ASSIGNMENT: What is needed is the number of lines below that contain the string "Noto", with no other text.

** Opening TASK INPUT block **

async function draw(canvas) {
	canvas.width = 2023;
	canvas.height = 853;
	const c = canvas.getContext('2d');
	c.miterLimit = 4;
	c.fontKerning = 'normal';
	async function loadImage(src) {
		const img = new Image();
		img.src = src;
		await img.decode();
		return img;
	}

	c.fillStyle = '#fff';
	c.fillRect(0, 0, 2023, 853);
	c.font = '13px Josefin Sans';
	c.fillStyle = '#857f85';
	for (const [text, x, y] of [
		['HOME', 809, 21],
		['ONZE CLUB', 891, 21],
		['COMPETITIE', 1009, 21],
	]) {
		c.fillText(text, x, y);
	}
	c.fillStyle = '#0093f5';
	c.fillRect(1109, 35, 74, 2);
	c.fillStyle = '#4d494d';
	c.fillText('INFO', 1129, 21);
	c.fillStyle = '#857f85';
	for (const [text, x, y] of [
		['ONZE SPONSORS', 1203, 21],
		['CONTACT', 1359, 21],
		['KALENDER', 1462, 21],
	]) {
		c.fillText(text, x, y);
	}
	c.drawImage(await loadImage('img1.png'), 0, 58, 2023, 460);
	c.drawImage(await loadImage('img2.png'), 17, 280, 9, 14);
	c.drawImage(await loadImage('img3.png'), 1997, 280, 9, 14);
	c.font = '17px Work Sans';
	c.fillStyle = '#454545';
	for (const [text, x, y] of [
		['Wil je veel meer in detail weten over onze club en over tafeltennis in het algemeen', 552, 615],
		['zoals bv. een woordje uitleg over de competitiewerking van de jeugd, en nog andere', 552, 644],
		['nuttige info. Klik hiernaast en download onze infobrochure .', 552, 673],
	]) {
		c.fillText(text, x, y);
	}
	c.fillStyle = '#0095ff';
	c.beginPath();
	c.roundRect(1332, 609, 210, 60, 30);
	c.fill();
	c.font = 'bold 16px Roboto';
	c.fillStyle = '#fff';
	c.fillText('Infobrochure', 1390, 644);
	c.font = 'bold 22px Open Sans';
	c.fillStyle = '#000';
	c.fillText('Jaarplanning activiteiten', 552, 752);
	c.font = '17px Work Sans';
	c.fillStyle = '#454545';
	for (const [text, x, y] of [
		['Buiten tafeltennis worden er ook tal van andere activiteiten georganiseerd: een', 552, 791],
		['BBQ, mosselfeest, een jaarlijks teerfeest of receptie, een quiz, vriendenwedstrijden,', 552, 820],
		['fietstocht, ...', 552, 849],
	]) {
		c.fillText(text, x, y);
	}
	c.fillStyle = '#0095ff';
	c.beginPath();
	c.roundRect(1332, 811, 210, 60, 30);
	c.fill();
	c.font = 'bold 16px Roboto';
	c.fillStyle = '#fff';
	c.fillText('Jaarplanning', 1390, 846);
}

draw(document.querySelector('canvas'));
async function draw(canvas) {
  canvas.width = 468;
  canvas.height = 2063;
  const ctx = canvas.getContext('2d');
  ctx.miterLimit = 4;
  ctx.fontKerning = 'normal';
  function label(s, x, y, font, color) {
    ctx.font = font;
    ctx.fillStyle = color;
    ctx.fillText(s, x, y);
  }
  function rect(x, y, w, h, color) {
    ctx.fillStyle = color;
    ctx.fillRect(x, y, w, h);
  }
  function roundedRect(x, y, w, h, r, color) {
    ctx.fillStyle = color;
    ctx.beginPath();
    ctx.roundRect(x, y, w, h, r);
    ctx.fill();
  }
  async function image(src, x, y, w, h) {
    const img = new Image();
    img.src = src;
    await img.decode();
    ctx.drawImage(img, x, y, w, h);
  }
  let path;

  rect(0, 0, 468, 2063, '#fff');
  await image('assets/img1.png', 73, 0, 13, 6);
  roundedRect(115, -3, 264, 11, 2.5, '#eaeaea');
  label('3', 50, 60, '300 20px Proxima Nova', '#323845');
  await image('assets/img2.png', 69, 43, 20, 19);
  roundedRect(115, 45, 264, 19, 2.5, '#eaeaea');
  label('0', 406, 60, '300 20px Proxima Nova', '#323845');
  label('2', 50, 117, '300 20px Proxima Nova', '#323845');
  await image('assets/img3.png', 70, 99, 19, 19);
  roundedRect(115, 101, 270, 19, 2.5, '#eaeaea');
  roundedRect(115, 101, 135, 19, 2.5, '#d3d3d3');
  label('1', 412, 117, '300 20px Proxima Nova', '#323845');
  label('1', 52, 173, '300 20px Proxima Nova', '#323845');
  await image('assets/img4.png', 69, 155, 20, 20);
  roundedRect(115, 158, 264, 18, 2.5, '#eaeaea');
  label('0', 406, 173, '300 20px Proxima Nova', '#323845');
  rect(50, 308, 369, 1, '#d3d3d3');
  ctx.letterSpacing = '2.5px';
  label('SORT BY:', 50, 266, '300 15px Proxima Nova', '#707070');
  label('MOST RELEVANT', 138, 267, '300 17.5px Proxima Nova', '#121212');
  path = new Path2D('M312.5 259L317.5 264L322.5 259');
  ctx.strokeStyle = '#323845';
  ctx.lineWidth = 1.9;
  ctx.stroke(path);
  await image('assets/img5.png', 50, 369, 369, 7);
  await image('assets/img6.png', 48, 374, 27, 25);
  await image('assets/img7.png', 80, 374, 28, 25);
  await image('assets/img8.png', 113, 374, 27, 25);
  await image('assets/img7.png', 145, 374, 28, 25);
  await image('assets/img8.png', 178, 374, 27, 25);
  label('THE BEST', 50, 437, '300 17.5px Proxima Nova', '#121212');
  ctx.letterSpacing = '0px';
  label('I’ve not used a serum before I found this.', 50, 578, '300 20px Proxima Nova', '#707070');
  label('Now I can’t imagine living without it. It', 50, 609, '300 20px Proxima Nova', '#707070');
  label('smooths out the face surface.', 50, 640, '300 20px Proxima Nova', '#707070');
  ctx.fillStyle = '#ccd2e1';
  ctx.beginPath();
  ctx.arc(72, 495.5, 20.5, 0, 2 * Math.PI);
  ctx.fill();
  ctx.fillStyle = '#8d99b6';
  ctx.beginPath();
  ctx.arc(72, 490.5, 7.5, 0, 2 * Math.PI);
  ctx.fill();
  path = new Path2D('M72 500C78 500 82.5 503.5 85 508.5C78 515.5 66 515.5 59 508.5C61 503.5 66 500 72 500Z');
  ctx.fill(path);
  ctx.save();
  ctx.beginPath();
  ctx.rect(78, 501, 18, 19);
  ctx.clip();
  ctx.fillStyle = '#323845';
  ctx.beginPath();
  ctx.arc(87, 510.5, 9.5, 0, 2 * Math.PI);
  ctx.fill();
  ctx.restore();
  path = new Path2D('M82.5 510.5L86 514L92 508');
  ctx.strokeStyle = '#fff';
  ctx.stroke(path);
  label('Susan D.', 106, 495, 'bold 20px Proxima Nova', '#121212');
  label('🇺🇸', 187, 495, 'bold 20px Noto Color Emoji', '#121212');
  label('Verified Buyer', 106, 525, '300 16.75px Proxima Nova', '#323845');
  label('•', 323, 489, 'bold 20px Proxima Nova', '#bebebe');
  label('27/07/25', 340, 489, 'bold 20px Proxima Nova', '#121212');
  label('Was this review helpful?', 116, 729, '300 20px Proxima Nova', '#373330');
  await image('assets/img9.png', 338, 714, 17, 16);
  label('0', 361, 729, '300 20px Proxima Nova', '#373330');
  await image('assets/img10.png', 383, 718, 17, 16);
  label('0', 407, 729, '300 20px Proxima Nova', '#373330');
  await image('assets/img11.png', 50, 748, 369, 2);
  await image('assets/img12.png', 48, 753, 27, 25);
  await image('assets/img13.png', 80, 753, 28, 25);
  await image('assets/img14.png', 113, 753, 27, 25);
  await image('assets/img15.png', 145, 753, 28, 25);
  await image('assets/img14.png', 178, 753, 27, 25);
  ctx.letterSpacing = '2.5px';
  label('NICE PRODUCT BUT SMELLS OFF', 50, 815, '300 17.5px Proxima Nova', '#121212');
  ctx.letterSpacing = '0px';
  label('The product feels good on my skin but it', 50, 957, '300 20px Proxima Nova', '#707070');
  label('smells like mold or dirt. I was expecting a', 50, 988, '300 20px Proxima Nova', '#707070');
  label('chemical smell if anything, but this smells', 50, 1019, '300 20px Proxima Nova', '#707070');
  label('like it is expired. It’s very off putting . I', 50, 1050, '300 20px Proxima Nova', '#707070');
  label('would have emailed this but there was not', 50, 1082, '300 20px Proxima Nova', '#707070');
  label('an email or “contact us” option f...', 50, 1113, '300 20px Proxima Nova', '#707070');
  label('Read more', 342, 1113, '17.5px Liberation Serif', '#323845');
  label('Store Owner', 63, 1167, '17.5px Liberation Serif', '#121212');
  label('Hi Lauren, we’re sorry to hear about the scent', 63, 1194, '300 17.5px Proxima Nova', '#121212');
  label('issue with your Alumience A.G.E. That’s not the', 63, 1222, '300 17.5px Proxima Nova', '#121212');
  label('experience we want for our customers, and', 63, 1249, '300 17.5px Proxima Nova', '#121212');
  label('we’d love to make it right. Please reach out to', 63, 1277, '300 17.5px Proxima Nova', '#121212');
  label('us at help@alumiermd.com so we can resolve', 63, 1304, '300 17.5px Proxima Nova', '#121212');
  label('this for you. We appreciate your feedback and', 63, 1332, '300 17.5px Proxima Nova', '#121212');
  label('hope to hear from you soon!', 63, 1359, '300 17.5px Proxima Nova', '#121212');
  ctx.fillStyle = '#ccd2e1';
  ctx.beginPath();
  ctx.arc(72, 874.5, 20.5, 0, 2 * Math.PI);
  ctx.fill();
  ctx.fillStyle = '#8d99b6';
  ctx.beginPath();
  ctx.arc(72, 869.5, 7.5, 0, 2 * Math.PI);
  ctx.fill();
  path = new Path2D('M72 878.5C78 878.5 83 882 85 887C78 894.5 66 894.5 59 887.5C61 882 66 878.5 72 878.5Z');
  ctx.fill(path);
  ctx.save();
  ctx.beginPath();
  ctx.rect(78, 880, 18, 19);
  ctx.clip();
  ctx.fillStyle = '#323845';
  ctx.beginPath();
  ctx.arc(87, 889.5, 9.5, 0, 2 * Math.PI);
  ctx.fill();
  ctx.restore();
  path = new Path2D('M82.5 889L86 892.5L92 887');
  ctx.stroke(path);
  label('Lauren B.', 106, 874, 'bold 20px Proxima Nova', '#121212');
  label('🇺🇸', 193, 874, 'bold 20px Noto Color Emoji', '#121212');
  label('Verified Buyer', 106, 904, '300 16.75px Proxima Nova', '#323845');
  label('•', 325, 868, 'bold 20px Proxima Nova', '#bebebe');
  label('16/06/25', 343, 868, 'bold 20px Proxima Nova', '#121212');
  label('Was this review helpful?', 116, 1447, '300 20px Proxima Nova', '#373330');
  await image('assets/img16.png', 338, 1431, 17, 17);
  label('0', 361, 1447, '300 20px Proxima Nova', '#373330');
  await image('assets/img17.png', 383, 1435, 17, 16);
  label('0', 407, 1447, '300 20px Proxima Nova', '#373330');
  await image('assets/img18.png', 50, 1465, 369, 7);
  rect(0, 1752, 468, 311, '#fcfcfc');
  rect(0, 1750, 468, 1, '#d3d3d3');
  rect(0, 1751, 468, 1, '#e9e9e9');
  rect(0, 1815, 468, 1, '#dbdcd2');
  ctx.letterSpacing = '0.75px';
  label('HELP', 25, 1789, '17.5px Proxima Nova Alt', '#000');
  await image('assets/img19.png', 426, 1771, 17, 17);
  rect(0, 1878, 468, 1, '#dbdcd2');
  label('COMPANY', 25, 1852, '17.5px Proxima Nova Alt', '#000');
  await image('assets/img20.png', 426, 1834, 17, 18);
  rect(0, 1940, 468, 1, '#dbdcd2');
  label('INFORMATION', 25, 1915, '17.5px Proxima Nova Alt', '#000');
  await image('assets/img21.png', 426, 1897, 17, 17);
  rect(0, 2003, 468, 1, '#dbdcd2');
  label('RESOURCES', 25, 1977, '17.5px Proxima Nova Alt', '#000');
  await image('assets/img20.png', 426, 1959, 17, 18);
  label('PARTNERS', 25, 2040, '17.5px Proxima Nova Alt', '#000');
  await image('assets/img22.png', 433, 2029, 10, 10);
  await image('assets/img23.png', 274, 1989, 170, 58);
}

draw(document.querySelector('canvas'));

** Closing TASK INPUT block **

WRITTEN REPLY: 2